My dear friends and family members. Words finally came to me, so I wrote them. If you want to read them, please feel free to. If you want clarifications about anything, please message me.
Before I get to my actual post: I care about you all, I trust that you all thoughtfully arrived at your perspectives, and I’ve done my best to listen to everyone during this election cycle.
Mostly, though, I’m so tired of seeing all the fighting, chastisement, and blame.
I also really just want to safely wrap up (all cozy like in a blanket) all my friends and loved ones who have been or likely will be negatively affected by this election result and take care of you all and make it all better I’m here for you. This is not a happy result for me either.
I am disappointed.
I am also in a position where I don’t particularly need to fear for my life or the lives of my children because of the election results. After all, I’m a member of only one group that’s been explicitly targeted by Trump’s rhetoric and only one other group that’s been indirectly targeted by Trump’s rhetoric.
Many, nay most, of my loved ones are not so fortunate and they’re in the process of grieving for the rights they’re about to lose, the security they’ve already lost, and/or the realization that they aren’t particularly welcome in their own country and communities any longer and maybe haven’t been welcome there for a very long time.
The election result just happened about 48 hours ago. Expecting people whose very lives are endangered by an election’s results to just “get over it” or “stop letting their feelings control them” – especially this soon since the election happened – is the height of entitlement.
You’re happy about the results? Cool. Be happy then.
You’re meh, but okay about the results? Cool, be that way too.
You were devastated but got over it real quick? Awesome! But it’s not a race.
And for the love of all that is good and holy: Please let others have their time to grieve! Maybe listen to them to find out WHY they’re upset. I have not seen any “sour grapes” “sore losers” on my social media. Instead, I’ve seen people who are legitimately worried about their own lives or the lives of their loved ones.
Obviously I don’t know what’s on anyone else’s social media, but there are plenty of people out here who are hurting and scared and need time and support from the people they thought cared about them. Not to be chastised about how they’re handling it (or not).
And yes, some people are harming or threatening others in response and that’s not okay either. I’ve not seen anyone say it is.

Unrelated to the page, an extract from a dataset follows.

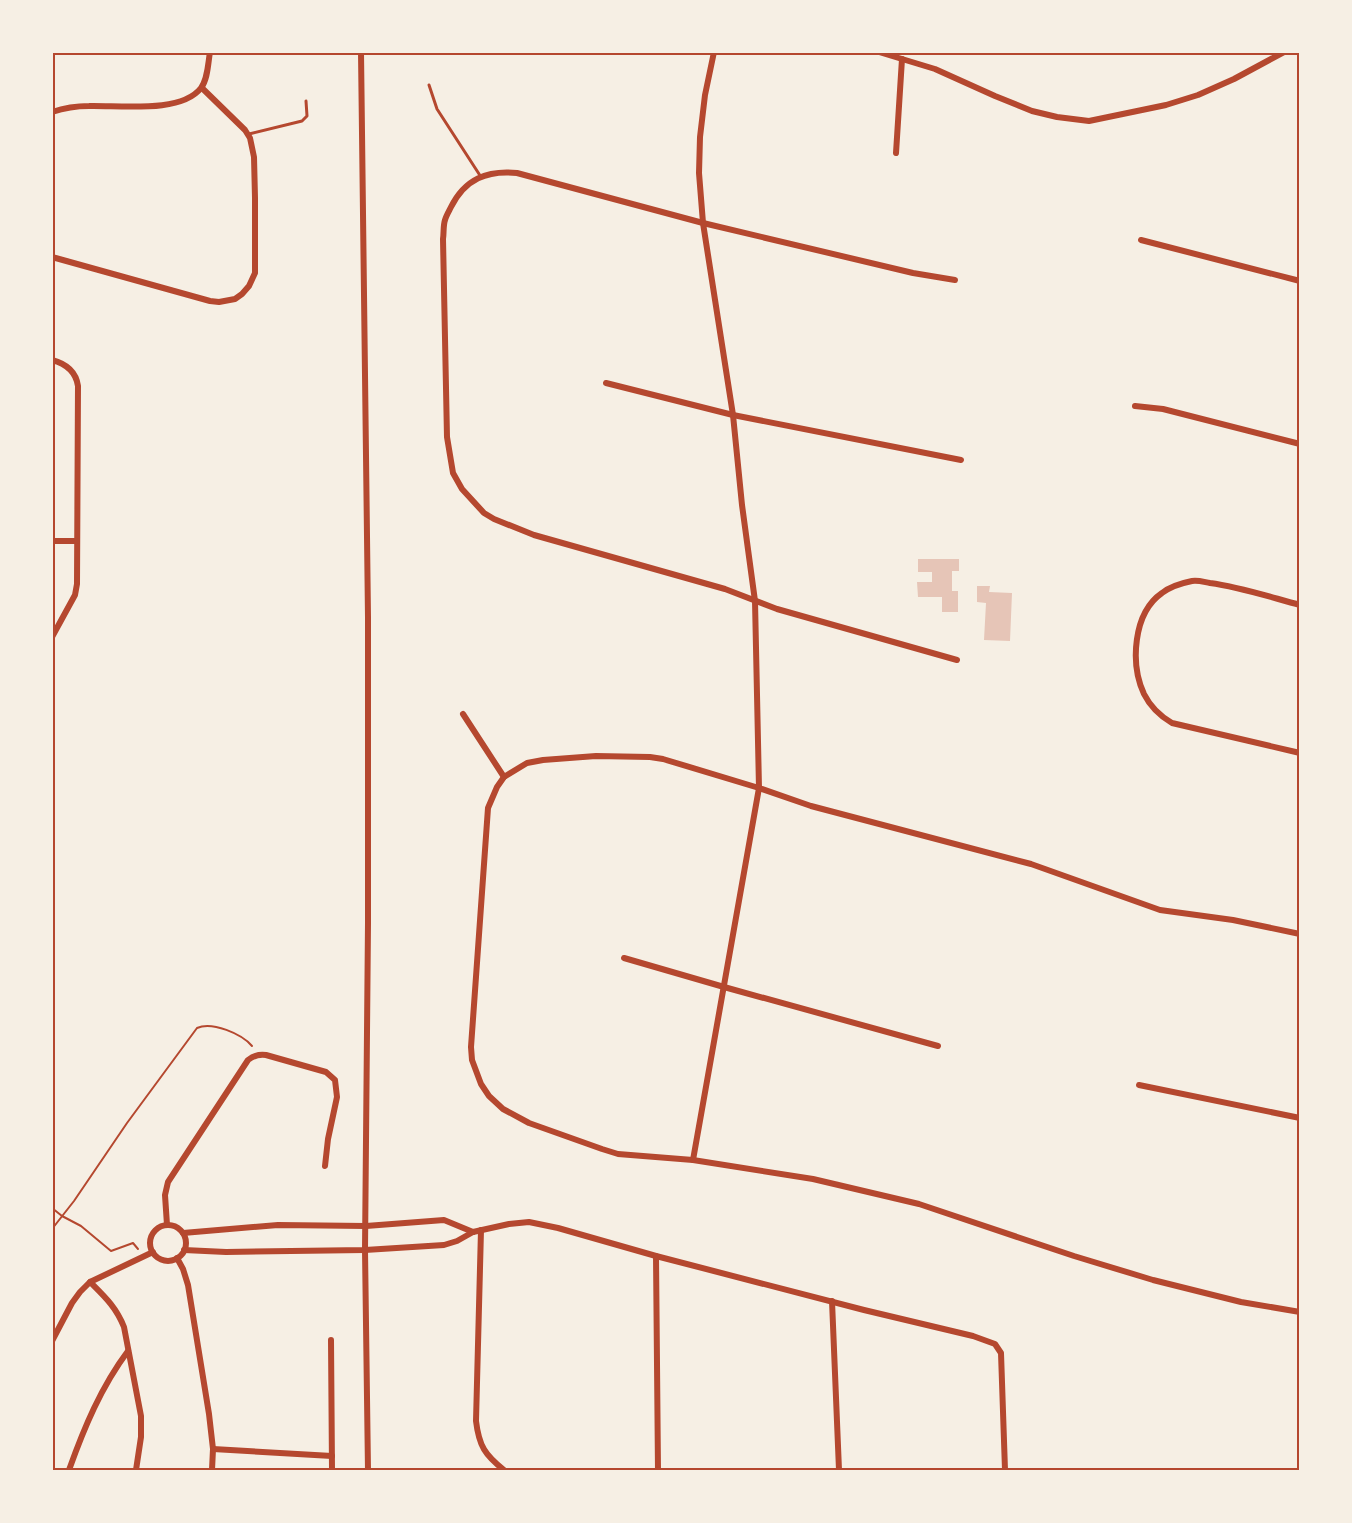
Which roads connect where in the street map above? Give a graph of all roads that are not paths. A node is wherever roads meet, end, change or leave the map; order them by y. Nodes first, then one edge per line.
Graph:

I’ve spent this entire election cycle listening to people from all sides. There were valid concerns on ALL sides.
There are real live people represented on all sides.
Multidimensional people who are not a monolith along with the rest of the “left” or “right” or “independents” or “3rd party voters” or “people who stayed home” or whatever group with whom you disagree the most.
I’m quite sick and tired of the hatred and vitriol. I’ve mostly seen this coming from the Trump camp so that’s what I’m focusing on, although I’m well aware it’s a growing problem on (again) all sides.
Personally, I would love to see all sides listening more to actual people and less to the media. That the media has played a large and devastating role in this election is probably one of the only things about which I agree with Trump (and I’ve listened to his actual words, not media renditions).
I have very specific things to say to both sides before I sum up. I even color-coded them so you can see where the sections begin and end:
If you’re one of my loved ones who is devastated/scared by these results, regardless of whom you voted for (if you voted), then please take the time you need to grieve. I’m happy to listen and commiserate with you and support you in practical ways however you need me to and as far as I’m able.
I love you and am here to help in any way I possibly can, my friends and loved ones who stand to lose the most from these results. I’m sorely grieved by the outcome myself for many reasons and I can only personally hope that Trump remains a liar and won’t accomplish nearly as much as he’s promised.
If you voted for Trump, well, I’m going to trust that you had legitimate, non-hateful, reasons for doing so. I love you and care for you too, but my focus has to be on supporting my friends who are hurting right now.
If you’re one of the folks who’s upset about people calling you a racist because you voted for Donald Trump, please let me tell you something that might help:
Sometimes (often) people make incorrect inferences about others’ lives from the company they keep or the votes they make or the social media posts they post/like/share/comment on.
If you’ve been called a racist and people are incorrect about that assumption, then maybe it’s time to publicly and vocally stand up against the hurtful rhetoric that came along with the positive things you were voting FOR. Consider giving support (in whatever way you’re able – emotional support is totally free and can go a long way) to your friends who stand to lose the most during this presidential term. Show them that you really did just vote for Trump because you wanted better jobs for the middle class! Or whatever reason you actually had.
I’m speaking now specifically to those of us who have the means, support, ability, and (yes) privilege to actively listen to people from other sides and try to find solutions to fix the mess we’re all in:
Regardless of who you voted for, please use this time to get better at listening to your fellow Americans instead of watching/reading the media while surrounding yourself with people who largely share your demographics and viewpoints.
This polarization happened on all sides and important life-altering concerns from other groups of people were missed on all sides. And this is the result.
The last year has been an ugly, ugly time of polarization. Let’s please try to use this experience to do better in the future.